▶ Collection entries:
--------
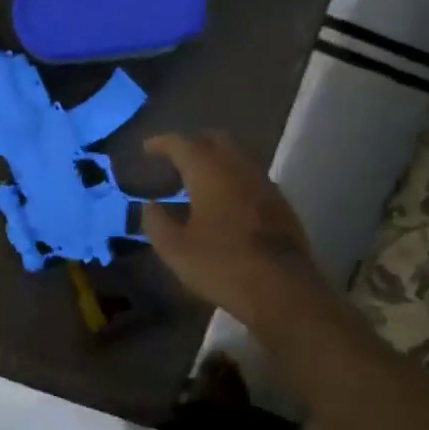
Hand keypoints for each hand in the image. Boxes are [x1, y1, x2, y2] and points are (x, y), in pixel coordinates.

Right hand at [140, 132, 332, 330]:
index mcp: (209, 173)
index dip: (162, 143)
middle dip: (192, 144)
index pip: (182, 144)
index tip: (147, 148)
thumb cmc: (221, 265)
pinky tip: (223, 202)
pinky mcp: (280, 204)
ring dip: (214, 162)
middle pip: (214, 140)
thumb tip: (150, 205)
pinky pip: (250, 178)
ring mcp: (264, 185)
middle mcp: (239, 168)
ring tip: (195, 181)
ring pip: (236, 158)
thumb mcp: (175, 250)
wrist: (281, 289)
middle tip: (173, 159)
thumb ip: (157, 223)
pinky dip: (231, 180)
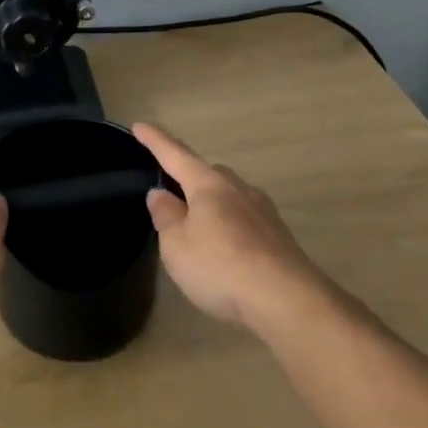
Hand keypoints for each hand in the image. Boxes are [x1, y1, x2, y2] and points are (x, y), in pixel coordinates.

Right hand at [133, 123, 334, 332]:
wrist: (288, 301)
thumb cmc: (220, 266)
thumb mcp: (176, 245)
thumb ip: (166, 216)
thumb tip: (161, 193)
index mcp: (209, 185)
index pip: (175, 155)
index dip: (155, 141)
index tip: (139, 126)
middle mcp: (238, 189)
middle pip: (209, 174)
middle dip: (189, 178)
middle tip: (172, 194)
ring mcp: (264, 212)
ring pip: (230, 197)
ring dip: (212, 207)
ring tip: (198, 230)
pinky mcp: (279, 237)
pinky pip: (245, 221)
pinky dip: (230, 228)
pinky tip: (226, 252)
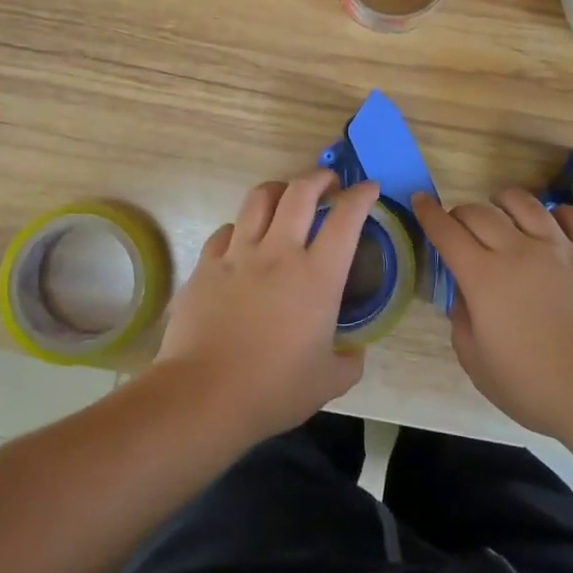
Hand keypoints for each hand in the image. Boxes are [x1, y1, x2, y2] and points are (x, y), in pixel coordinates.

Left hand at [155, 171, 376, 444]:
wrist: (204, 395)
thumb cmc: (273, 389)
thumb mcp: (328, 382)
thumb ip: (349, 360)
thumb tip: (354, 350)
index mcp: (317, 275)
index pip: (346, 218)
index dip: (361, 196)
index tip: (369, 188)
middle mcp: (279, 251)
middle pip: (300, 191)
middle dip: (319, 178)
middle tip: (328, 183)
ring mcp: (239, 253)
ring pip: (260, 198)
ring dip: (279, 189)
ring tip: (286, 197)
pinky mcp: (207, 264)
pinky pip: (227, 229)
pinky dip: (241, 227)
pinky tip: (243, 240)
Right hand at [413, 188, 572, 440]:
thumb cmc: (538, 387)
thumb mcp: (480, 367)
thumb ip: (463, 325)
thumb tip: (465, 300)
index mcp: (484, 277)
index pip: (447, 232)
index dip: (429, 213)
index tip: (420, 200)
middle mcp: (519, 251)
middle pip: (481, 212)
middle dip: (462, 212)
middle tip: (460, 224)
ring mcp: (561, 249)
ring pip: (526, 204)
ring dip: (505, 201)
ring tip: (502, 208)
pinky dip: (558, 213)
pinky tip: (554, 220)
--------
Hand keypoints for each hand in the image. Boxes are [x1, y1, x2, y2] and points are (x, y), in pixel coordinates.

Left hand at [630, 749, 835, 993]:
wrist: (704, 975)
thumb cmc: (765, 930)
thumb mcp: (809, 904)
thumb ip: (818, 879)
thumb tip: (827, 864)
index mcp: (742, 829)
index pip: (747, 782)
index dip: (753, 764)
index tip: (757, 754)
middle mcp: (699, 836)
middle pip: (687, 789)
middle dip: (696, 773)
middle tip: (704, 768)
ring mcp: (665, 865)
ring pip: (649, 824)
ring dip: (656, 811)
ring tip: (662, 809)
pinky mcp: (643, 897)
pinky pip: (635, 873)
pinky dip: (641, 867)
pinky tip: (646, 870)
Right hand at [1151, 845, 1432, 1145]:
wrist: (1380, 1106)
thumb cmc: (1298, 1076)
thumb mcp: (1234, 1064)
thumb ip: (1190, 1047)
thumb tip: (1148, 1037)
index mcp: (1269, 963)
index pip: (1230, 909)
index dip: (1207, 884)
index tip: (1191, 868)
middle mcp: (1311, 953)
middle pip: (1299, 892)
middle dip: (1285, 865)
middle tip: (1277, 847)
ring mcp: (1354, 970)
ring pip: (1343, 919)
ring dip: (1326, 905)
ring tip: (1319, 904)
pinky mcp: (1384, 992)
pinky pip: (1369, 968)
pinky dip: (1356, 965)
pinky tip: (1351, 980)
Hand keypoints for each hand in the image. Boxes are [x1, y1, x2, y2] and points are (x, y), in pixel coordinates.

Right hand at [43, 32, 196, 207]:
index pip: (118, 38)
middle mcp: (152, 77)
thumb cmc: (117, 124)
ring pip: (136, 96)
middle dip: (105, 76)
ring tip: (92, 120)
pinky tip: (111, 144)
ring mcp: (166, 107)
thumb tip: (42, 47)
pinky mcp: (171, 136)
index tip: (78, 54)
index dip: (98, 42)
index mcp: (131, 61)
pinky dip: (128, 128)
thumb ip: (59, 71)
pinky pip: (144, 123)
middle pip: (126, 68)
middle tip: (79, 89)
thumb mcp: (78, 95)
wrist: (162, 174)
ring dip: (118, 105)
--------
▶ Task goal: Number of lines with the string "wrist" in the data above: report this figure and nothing more.

▶ Output for this task: 6